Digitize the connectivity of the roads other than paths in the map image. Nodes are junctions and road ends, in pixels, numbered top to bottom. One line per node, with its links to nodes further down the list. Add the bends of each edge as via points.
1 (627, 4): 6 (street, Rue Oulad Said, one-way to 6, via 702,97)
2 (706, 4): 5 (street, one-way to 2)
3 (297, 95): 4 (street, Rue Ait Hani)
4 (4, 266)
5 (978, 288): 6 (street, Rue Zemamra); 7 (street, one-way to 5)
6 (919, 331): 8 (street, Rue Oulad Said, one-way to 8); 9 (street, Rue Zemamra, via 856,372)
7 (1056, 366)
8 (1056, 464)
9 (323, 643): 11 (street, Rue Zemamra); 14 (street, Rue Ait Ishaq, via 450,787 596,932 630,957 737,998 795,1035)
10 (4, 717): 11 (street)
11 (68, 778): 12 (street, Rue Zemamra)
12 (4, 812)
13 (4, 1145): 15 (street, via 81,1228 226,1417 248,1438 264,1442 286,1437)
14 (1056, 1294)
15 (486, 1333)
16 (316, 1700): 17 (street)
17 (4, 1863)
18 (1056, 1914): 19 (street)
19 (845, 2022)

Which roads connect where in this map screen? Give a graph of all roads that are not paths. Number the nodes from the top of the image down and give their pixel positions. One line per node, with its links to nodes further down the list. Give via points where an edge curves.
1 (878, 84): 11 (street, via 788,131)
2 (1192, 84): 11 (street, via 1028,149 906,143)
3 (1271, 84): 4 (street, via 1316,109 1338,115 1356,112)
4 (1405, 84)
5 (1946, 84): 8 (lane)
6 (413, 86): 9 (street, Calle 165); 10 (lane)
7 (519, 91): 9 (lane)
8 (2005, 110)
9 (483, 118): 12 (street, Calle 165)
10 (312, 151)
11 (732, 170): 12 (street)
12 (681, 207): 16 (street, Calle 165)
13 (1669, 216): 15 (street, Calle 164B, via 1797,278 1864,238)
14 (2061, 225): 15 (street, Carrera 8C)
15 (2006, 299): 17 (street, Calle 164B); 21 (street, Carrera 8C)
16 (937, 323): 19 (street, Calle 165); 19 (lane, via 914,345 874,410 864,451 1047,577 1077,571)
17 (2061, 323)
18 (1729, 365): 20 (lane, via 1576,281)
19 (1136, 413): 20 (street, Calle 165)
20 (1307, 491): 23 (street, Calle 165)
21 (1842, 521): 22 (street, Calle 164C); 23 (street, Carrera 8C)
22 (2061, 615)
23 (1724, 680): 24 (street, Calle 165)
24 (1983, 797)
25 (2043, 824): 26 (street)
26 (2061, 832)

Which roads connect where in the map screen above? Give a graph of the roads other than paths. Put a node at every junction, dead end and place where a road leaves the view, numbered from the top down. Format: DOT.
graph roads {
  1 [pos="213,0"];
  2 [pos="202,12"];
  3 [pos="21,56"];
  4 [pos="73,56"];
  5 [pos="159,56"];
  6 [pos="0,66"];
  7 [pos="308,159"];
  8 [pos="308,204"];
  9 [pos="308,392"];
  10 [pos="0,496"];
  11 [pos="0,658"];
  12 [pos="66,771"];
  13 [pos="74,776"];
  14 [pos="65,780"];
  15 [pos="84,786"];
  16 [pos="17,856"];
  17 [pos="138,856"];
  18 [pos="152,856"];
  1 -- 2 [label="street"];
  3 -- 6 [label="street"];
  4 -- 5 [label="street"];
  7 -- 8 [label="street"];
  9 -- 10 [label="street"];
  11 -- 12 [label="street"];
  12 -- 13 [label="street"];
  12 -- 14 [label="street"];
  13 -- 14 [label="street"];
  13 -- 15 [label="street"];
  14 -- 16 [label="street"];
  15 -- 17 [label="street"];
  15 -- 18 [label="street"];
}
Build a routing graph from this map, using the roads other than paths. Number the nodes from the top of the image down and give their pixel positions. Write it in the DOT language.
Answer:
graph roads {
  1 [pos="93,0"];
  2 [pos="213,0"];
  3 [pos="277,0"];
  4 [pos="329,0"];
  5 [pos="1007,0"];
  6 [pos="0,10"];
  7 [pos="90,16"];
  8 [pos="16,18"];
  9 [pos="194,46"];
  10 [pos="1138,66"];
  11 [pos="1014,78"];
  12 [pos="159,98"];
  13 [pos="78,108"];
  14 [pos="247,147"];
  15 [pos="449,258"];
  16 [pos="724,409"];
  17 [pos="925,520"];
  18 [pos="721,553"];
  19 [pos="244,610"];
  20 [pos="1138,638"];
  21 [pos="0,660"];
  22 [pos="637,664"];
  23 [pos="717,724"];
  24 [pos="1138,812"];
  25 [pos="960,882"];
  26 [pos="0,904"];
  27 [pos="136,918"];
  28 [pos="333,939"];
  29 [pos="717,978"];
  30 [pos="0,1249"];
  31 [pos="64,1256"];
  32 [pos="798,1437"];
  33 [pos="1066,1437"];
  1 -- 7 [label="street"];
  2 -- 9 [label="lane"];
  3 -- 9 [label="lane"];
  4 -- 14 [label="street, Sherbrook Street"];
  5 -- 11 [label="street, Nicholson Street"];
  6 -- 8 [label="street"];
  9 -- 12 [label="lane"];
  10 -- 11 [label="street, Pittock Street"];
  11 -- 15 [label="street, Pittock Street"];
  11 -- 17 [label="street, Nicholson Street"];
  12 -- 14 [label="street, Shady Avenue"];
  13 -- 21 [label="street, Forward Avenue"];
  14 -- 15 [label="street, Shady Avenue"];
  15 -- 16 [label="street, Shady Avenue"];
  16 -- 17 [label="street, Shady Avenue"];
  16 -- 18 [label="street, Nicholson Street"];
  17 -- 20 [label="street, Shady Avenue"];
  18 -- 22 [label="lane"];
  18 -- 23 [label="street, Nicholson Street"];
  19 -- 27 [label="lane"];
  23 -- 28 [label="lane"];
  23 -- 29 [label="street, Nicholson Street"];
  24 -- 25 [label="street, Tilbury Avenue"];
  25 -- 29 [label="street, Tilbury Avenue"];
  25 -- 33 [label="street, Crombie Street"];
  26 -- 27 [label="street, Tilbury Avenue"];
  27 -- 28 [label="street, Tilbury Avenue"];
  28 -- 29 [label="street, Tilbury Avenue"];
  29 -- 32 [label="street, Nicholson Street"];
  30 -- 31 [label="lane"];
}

● ● ●

### EXERCISE PROMPT
Keeping each word as it stands, transcribe every entry.

### ANSWER SECTION
Digitize the connectivity of the roads other than paths in the map image. Nodes are junctions and road ends, in pixels, numbered top to bottom. One line per node, with its links to nodes further down the list. Add the bends of each edge as via points.
1 (627, 4): 6 (street, Rue Oulad Said, one-way to 6, via 702,97)
2 (706, 4): 5 (street, one-way to 2)
3 (297, 95): 4 (street, Rue Ait Hani)
4 (4, 266)
5 (978, 288): 6 (street, Rue Zemamra); 7 (street, one-way to 5)
6 (919, 331): 8 (street, Rue Oulad Said, one-way to 8); 9 (street, Rue Zemamra, via 856,372)
7 (1056, 366)
8 (1056, 464)
9 (323, 643): 11 (street, Rue Zemamra); 14 (street, Rue Ait Ishaq, via 450,787 596,932 630,957 737,998 795,1035)
10 (4, 717): 11 (street)
11 (68, 778): 12 (street, Rue Zemamra)
12 (4, 812)
13 (4, 1145): 15 (street, via 81,1228 226,1417 248,1438 264,1442 286,1437)
14 (1056, 1294)
15 (486, 1333)
16 (316, 1700): 17 (street)
17 (4, 1863)
18 (1056, 1914): 19 (street)
19 (845, 2022)

Which roads connect where in this map screen? Give a graph of all roads that are not paths. Number the nodes from the top of the image down and give their pixel positions. One line per node, with its links to nodes further down the list. Give via points where an edge curves.
1 (878, 84): 11 (street, via 788,131)
2 (1192, 84): 11 (street, via 1028,149 906,143)
3 (1271, 84): 4 (street, via 1316,109 1338,115 1356,112)
4 (1405, 84)
5 (1946, 84): 8 (lane)
6 (413, 86): 9 (street, Calle 165); 10 (lane)
7 (519, 91): 9 (lane)
8 (2005, 110)
9 (483, 118): 12 (street, Calle 165)
10 (312, 151)
11 (732, 170): 12 (street)
12 (681, 207): 16 (street, Calle 165)
13 (1669, 216): 15 (street, Calle 164B, via 1797,278 1864,238)
14 (2061, 225): 15 (street, Carrera 8C)
15 (2006, 299): 17 (street, Calle 164B); 21 (street, Carrera 8C)
16 (937, 323): 19 (street, Calle 165); 19 (lane, via 914,345 874,410 864,451 1047,577 1077,571)
17 (2061, 323)
18 (1729, 365): 20 (lane, via 1576,281)
19 (1136, 413): 20 (street, Calle 165)
20 (1307, 491): 23 (street, Calle 165)
21 (1842, 521): 22 (street, Calle 164C); 23 (street, Carrera 8C)
22 (2061, 615)
23 (1724, 680): 24 (street, Calle 165)
24 (1983, 797)
25 (2043, 824): 26 (street)
26 (2061, 832)

Which roads connect where in the map screen above? Give a graph of the roads other than paths. Put a node at every junction, dead end and place where a road leaves the view, numbered from the top down. Format: DOT.
graph roads {
  1 [pos="213,0"];
  2 [pos="202,12"];
  3 [pos="21,56"];
  4 [pos="73,56"];
  5 [pos="159,56"];
  6 [pos="0,66"];
  7 [pos="308,159"];
  8 [pos="308,204"];
  9 [pos="308,392"];
  10 [pos="0,496"];
  11 [pos="0,658"];
  12 [pos="66,771"];
  13 [pos="74,776"];
  14 [pos="65,780"];
  15 [pos="84,786"];
  16 [pos="17,856"];
  17 [pos="138,856"];
  18 [pos="152,856"];
  1 -- 2 [label="street"];
  3 -- 6 [label="street"];
  4 -- 5 [label="street"];
  7 -- 8 [label="street"];
  9 -- 10 [label="street"];
  11 -- 12 [label="street"];
  12 -- 13 [label="street"];
  12 -- 14 [label="street"];
  13 -- 14 [label="street"];
  13 -- 15 [label="street"];
  14 -- 16 [label="street"];
  15 -- 17 [label="street"];
  15 -- 18 [label="street"];
}
Build a routing graph from this map, using the roads other than paths. Number the nodes from the top of the image down and give their pixel positions. Write it in the DOT language.
Answer:
graph roads {
  1 [pos="93,0"];
  2 [pos="213,0"];
  3 [pos="277,0"];
  4 [pos="329,0"];
  5 [pos="1007,0"];
  6 [pos="0,10"];
  7 [pos="90,16"];
  8 [pos="16,18"];
  9 [pos="194,46"];
  10 [pos="1138,66"];
  11 [pos="1014,78"];
  12 [pos="159,98"];
  13 [pos="78,108"];
  14 [pos="247,147"];
  15 [pos="449,258"];
  16 [pos="724,409"];
  17 [pos="925,520"];
  18 [pos="721,553"];
  19 [pos="244,610"];
  20 [pos="1138,638"];
  21 [pos="0,660"];
  22 [pos="637,664"];
  23 [pos="717,724"];
  24 [pos="1138,812"];
  25 [pos="960,882"];
  26 [pos="0,904"];
  27 [pos="136,918"];
  28 [pos="333,939"];
  29 [pos="717,978"];
  30 [pos="0,1249"];
  31 [pos="64,1256"];
  32 [pos="798,1437"];
  33 [pos="1066,1437"];
  1 -- 7 [label="street"];
  2 -- 9 [label="lane"];
  3 -- 9 [label="lane"];
  4 -- 14 [label="street, Sherbrook Street"];
  5 -- 11 [label="street, Nicholson Street"];
  6 -- 8 [label="street"];
  9 -- 12 [label="lane"];
  10 -- 11 [label="street, Pittock Street"];
  11 -- 15 [label="street, Pittock Street"];
  11 -- 17 [label="street, Nicholson Street"];
  12 -- 14 [label="street, Shady Avenue"];
  13 -- 21 [label="street, Forward Avenue"];
  14 -- 15 [label="street, Shady Avenue"];
  15 -- 16 [label="street, Shady Avenue"];
  16 -- 17 [label="street, Shady Avenue"];
  16 -- 18 [label="street, Nicholson Street"];
  17 -- 20 [label="street, Shady Avenue"];
  18 -- 22 [label="lane"];
  18 -- 23 [label="street, Nicholson Street"];
  19 -- 27 [label="lane"];
  23 -- 28 [label="lane"];
  23 -- 29 [label="street, Nicholson Street"];
  24 -- 25 [label="street, Tilbury Avenue"];
  25 -- 29 [label="street, Tilbury Avenue"];
  25 -- 33 [label="street, Crombie Street"];
  26 -- 27 [label="street, Tilbury Avenue"];
  27 -- 28 [label="street, Tilbury Avenue"];
  28 -- 29 [label="street, Tilbury Avenue"];
  29 -- 32 [label="street, Nicholson Street"];
  30 -- 31 [label="lane"];
}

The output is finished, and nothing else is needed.